**PROBLEM DESCRIPTION**: Report every line from the material that contains the word "points".
^^^^^^^^
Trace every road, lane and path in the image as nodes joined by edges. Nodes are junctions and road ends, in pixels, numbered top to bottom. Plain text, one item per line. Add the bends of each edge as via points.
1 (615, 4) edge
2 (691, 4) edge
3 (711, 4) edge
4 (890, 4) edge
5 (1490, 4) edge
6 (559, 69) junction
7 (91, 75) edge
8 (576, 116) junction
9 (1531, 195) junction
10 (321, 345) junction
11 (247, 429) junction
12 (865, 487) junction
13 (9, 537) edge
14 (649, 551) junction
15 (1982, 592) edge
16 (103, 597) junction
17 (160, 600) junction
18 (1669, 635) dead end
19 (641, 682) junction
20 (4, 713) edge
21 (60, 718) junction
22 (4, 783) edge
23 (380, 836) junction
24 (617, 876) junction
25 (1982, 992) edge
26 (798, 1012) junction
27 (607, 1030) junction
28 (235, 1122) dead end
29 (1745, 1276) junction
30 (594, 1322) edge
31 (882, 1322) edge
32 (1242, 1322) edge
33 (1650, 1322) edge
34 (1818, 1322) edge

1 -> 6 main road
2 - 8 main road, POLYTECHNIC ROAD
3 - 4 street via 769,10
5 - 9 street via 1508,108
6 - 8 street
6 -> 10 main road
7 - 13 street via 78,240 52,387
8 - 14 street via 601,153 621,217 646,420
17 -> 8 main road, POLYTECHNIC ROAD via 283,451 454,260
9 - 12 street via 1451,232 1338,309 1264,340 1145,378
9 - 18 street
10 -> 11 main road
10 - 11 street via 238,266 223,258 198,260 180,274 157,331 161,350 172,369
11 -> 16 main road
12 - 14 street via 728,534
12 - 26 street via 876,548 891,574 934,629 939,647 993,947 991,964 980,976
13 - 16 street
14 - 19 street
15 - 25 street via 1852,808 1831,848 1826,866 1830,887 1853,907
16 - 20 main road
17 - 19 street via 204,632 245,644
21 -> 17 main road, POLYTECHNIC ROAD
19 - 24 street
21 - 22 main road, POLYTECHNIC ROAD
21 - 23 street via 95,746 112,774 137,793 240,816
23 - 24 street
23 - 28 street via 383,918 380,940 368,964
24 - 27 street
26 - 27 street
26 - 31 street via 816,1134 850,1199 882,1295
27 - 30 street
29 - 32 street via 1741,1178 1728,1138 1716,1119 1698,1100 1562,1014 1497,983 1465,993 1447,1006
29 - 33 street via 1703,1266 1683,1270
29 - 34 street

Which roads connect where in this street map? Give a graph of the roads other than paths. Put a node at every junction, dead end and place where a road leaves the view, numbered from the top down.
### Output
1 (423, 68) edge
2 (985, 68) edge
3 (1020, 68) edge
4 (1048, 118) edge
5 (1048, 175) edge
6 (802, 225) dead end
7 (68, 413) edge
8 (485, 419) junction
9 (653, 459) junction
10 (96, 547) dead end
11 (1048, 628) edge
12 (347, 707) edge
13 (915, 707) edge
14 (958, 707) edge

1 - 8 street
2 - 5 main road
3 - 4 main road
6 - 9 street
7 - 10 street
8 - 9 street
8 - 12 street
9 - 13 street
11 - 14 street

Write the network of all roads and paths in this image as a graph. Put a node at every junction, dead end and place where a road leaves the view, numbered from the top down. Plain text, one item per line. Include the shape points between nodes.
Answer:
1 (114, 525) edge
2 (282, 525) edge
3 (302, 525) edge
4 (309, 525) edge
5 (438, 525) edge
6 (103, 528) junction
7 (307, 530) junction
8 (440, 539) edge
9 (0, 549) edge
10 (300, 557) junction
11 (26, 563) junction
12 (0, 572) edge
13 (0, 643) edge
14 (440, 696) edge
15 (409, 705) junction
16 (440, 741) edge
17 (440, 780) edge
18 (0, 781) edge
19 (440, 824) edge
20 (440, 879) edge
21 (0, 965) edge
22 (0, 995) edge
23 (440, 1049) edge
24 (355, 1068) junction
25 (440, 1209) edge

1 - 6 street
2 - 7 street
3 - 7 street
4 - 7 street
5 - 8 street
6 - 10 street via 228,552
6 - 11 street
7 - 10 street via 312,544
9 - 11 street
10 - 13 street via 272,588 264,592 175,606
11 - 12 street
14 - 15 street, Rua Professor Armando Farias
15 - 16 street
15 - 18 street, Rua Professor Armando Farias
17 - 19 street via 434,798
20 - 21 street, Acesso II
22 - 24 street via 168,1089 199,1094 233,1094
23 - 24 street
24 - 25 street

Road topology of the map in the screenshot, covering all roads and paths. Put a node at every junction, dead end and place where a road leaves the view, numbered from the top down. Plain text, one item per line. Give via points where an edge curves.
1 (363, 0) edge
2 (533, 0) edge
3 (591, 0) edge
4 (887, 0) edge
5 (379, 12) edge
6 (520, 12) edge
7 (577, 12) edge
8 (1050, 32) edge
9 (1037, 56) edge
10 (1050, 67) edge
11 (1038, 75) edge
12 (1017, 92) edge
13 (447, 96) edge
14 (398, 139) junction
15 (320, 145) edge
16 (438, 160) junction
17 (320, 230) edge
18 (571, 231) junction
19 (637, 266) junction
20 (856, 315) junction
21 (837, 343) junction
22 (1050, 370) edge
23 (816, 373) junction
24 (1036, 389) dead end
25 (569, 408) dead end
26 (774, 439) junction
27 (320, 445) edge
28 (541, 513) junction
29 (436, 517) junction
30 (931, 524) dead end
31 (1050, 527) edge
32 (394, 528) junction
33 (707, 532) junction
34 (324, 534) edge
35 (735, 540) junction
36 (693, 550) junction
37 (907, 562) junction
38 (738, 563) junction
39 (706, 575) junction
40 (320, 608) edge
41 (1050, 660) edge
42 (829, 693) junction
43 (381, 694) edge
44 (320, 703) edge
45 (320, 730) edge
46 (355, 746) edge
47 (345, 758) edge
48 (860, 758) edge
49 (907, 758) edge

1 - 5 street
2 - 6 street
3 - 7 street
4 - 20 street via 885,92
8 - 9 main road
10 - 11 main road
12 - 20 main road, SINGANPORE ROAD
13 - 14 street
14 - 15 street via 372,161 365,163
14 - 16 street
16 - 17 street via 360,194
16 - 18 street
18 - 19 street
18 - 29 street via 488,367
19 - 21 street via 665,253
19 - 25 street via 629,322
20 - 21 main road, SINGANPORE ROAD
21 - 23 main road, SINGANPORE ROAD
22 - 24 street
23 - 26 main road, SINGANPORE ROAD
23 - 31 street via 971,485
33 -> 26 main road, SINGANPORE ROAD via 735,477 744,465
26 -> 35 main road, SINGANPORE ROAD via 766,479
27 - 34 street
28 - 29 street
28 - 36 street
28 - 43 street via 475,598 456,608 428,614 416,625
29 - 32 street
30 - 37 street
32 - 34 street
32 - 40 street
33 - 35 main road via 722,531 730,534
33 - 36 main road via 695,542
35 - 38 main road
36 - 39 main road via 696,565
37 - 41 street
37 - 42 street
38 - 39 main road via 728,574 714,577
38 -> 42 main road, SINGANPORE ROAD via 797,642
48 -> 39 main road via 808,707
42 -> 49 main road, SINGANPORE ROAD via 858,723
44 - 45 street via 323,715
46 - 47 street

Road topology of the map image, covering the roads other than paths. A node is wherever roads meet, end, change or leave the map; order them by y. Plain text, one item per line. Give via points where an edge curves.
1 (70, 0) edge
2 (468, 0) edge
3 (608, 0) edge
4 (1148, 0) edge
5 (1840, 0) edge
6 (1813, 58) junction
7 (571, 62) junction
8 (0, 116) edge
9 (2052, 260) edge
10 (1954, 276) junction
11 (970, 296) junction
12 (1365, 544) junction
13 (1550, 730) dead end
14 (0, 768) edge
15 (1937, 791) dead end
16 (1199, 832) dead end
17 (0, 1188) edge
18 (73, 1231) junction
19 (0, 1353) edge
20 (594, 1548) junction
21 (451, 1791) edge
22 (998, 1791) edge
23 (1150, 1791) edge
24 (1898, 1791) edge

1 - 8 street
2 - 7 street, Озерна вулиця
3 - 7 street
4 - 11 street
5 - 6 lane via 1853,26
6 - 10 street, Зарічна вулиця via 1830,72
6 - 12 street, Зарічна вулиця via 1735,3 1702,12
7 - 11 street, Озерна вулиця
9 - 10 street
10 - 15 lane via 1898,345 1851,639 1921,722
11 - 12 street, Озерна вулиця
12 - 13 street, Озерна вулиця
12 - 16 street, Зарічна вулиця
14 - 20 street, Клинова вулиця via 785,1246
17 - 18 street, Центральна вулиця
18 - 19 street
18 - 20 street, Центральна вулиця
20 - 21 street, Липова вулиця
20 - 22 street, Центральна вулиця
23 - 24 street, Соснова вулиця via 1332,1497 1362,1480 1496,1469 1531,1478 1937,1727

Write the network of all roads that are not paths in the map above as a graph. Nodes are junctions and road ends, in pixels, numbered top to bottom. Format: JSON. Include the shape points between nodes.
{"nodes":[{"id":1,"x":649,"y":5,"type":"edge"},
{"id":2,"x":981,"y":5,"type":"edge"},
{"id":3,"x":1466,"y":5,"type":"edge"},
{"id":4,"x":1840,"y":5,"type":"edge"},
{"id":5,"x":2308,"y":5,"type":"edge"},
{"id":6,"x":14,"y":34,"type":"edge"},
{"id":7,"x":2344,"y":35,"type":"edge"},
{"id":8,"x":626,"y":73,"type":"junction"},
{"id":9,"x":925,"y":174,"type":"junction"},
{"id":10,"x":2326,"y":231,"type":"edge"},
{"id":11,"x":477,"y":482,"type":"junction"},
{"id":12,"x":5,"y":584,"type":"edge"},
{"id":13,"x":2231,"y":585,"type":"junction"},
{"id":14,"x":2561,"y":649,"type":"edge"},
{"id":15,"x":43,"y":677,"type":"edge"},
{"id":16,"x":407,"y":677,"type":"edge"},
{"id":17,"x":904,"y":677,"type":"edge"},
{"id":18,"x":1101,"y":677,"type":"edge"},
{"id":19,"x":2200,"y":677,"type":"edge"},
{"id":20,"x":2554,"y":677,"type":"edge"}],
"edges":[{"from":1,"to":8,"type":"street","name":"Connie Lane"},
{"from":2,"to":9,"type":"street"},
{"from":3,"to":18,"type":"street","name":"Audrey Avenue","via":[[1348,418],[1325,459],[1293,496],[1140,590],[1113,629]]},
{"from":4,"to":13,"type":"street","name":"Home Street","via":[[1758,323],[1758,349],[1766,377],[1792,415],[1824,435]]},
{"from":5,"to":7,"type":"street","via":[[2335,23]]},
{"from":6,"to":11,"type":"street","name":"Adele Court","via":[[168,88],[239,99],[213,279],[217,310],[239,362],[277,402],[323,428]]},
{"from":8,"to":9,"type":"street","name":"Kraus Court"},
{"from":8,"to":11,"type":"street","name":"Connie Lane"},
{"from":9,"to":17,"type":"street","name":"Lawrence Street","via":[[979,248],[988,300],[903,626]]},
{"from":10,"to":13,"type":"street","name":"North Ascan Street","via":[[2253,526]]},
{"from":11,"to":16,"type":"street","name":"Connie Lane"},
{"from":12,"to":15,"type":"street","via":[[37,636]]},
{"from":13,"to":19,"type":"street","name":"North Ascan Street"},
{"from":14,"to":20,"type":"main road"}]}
^^^^^^^^
**REPLY TO THE EXERCISE**:
Trace every road, lane and path in the image as nodes joined by edges. Nodes are junctions and road ends, in pixels, numbered top to bottom. Plain text, one item per line. Add the bends of each edge as via points.
Write the network of all roads and paths in this image as a graph. Put a node at every junction, dead end and place where a road leaves the view, numbered from the top down. Plain text, one item per line. Include the shape points between nodes.
Road topology of the map in the screenshot, covering all roads and paths. Put a node at every junction, dead end and place where a road leaves the view, numbered from the top down. Plain text, one item per line. Give via points where an edge curves.
Road topology of the map image, covering the roads other than paths. A node is wherever roads meet, end, change or leave the map; order them by y. Plain text, one item per line. Give via points where an edge curves.
Write the network of all roads that are not paths in the map above as a graph. Nodes are junctions and road ends, in pixels, numbered top to bottom. Format: JSON. Include the shape points between nodes.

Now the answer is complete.